Это было ничем не примечательное жилище — такое, какое мог построить человек, забывший, как жить среди других.
Камень, ветер и звук волн, разбивающихся о скалы внизу, — ничего больше.
Внутри — соломенная постель, иссечённый временем стол, единственный стул, почерневшая урна. Очаг давно остыл. Тепло мне было ни к чему.
Единственным источником тепла в этом доме был Фолиант.
Он лежал прикованный цепями к очагу, словно зверь, отказывающийся умирать. Железные оковы дрожали всякий раз, когда он пробуждался, а вырезанные на них руны пульсировали во тьме. Кожаный переплёт, сшитый из тени, бился медленным, яростным ритмом, будто под ним всё ещё жило сердце. Иногда он кричал — звук был похож на разрывающееся железо, пока тени бились о цепи, раскаляя металл докрасна. Затем вновь наступала тишина. Лишь его тяжёлое дыхание, если это вообще можно было назвать дыханием.
Сальваторе всегда хотел слишком многого. Одной лишь тьмы ему никогда не было достаточно. Он жаждал господства — над временем, над смертью, над каждой тенью, что ступала по этой земле.
Этот Фолиант был его творением, его величайшим детищем, связанным его собственной кровью и алчностью. Через него он стремился повелевать самими тенями, уничтожить границу между живыми и утраченными.
Когда его жажда начала пожирать всё вокруг, я попытался остановить его. Но проклятие Северена уже осквернило заклинание. Связывание обернулось против нас обоих.
И тогда я сделал единственное, что мне оставалось.
Я завладел Фолиантом — самым сердцем его силы — и обратил его против него самого.
С помощью его слов я создал для него темницу — стены, покрытые теневыми рунами, камень, запечатанный кровью, и камеру, сквозь которую не могли проникнуть ни свет, ни само время.
Туда я и заточил его — его тело, его голос, его безграничную алчность, — заперев под тяжестью его собственного творения.
Фолиант остался у меня.
Связанный его кровью, пульсирующий остатками его воли.
Напоминание о том, кем он когда-то был… и о том, что сделал я.
Это было правосудие.
А может быть, милосердие.
Иногда я уже не видел между ними разницы.
Каждое утро я заваривал чашку чая из горького корня и выходил к краю утёса. Ассирийское море грызло камень, с каждой волной стачивая его всё тоньше. Ветер пронзал мои одежды, соль обжигала горло. Я смотрел, как прилив пожирает берег, и думал о том, что я похоронил… о том, что всё ещё дышало под полом моего дома.
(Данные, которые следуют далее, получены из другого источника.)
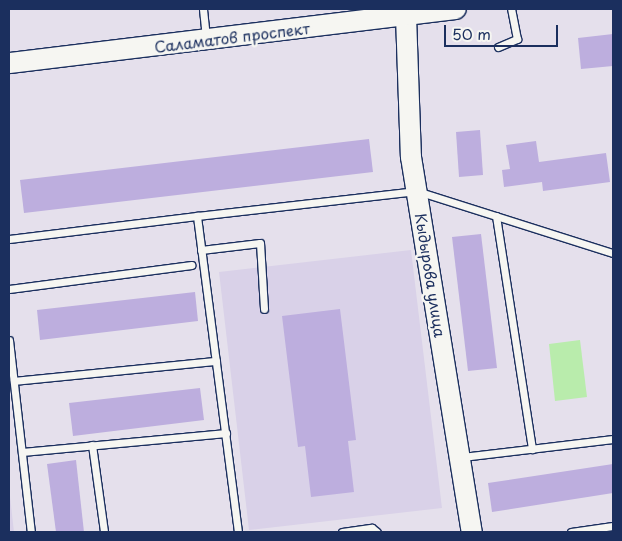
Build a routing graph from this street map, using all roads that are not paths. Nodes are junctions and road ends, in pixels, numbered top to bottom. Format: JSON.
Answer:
{"nodes":[{"id":1,"x":203,"y":9,"type":"edge"},
{"id":2,"x":456,"y":9,"type":"edge"},
{"id":3,"x":512,"y":9,"type":"edge"},
{"id":4,"x":406,"y":16,"type":"junction"},
{"id":5,"x":207,"y":40,"type":"junction"},
{"id":6,"x":498,"y":47,"type":"dead end"},
{"id":7,"x":9,"y":63,"type":"edge"},
{"id":8,"x":417,"y":191,"type":"junction"},
{"id":9,"x":197,"y":216,"type":"junction"},
{"id":10,"x":496,"y":216,"type":"junction"},
{"id":11,"x":9,"y":240,"type":"edge"},
{"id":12,"x":202,"y":250,"type":"junction"},
{"id":13,"x":613,"y":253,"type":"edge"},
{"id":14,"x":191,"y":265,"type":"dead end"},
{"id":15,"x":9,"y":289,"type":"edge"},
{"id":16,"x":264,"y":309,"type":"dead end"},
{"id":17,"x":9,"y":340,"type":"edge"},
{"id":18,"x":216,"y":361,"type":"junction"},
{"id":19,"x":14,"y":382,"type":"junction"},
{"id":20,"x":226,"y":433,"type":"junction"},
{"id":21,"x":613,"y":439,"type":"edge"},
{"id":22,"x":92,"y":445,"type":"junction"},
{"id":23,"x":532,"y":449,"type":"junction"},
{"id":24,"x":22,"y":452,"type":"junction"},
{"id":25,"x":460,"y":457,"type":"junction"},
{"id":26,"x":613,"y":526,"type":"edge"},
{"id":27,"x":31,"y":532,"type":"edge"},
{"id":28,"x":104,"y":532,"type":"edge"},
{"id":29,"x":238,"y":532,"type":"edge"},
{"id":30,"x":342,"y":532,"type":"edge"},
{"id":31,"x":377,"y":532,"type":"edge"},
{"id":32,"x":472,"y":532,"type":"edge"},
{"id":33,"x":571,"y":532,"type":"edge"}],
"edges":[{"from":1,"to":5,"type":"lane"},
{"from":2,"to":4,"type":"street","name":"Саламатов проспект"},
{"from":3,"to":6,"type":"lane"},
{"from":4,"to":5,"type":"street","name":"Саламатов проспект"},
{"from":4,"to":8,"type":"street","name":"Кыдырова улица"},
{"from":5,"to":7,"type":"street","name":"Саламатов проспект"},
{"from":8,"to":9,"type":"lane"},
{"from":8,"to":10,"type":"lane"},
{"from":8,"to":25,"type":"street","name":"Кыдырова улица"},
{"from":9,"to":11,"type":"lane"},
{"from":9,"to":12,"type":"lane"},
{"from":10,"to":13,"type":"lane"},
{"from":10,"to":23,"type":"lane"},
{"from":12,"to":16,"type":"lane"},
{"from":12,"to":18,"type":"lane"},
{"from":14,"to":15,"type":"lane"},
{"from":17,"to":19,"type":"lane"},
{"from":18,"to":19,"type":"lane"},
{"from":18,"to":20,"type":"lane"},
{"from":19,"to":24,"type":"lane"},
{"from":20,"to":22,"type":"lane"},
{"from":20,"to":29,"type":"lane"},
{"from":21,"to":23,"type":"lane"},
{"from":22,"to":24,"type":"lane"},
{"from":22,"to":28,"type":"lane"},
{"from":23,"to":25,"type":"lane"},
{"from":24,"to":27,"type":"lane"},
{"from":25,"to":32,"type":"street","name":"Кыдырова улица"},
{"from":26,"to":33,"type":"lane"},
{"from":30,"to":31,"type":"lane"}]}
Я стоял там, пока чашка не пустела, пока ветер не уносил моё дыхание, и снова задавал себе один и тот же вопрос, преследовавший меня уже пятьдесят лет.
Почему я всё ещё здесь?
Когда-то я верил, что сила способна дать ответ на любой вопрос, что я сумею подчинить себе тьму, не позволив ей подчинить себя.
Именно эта вера провела меня через войну и проклятие, через ночи, когда стены Дредхолда истекали тенью. Но Угарит всё равно умирал. Его народ угасал. Город гнил изнутри, сколько бы самого себя я ни отдавал ему.
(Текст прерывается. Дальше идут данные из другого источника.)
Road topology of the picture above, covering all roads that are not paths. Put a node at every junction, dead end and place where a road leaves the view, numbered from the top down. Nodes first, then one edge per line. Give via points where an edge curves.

Теперь моими единственными спутниками были тени.
Они не прощали.
Они не забывали.
Они скользили по самому краю моего зрения, растекаясь по моей коже, словно масло, и шептали у самого уха голосами, тонкими, как тростниковые свирели.
— Накорми нас, — шептали они. — Мы голодны. Разорви этот мир. Выпусти нас.
Их слова впивались мне в череп, словно черви в зерно, — неумолимые, грызущие, живые.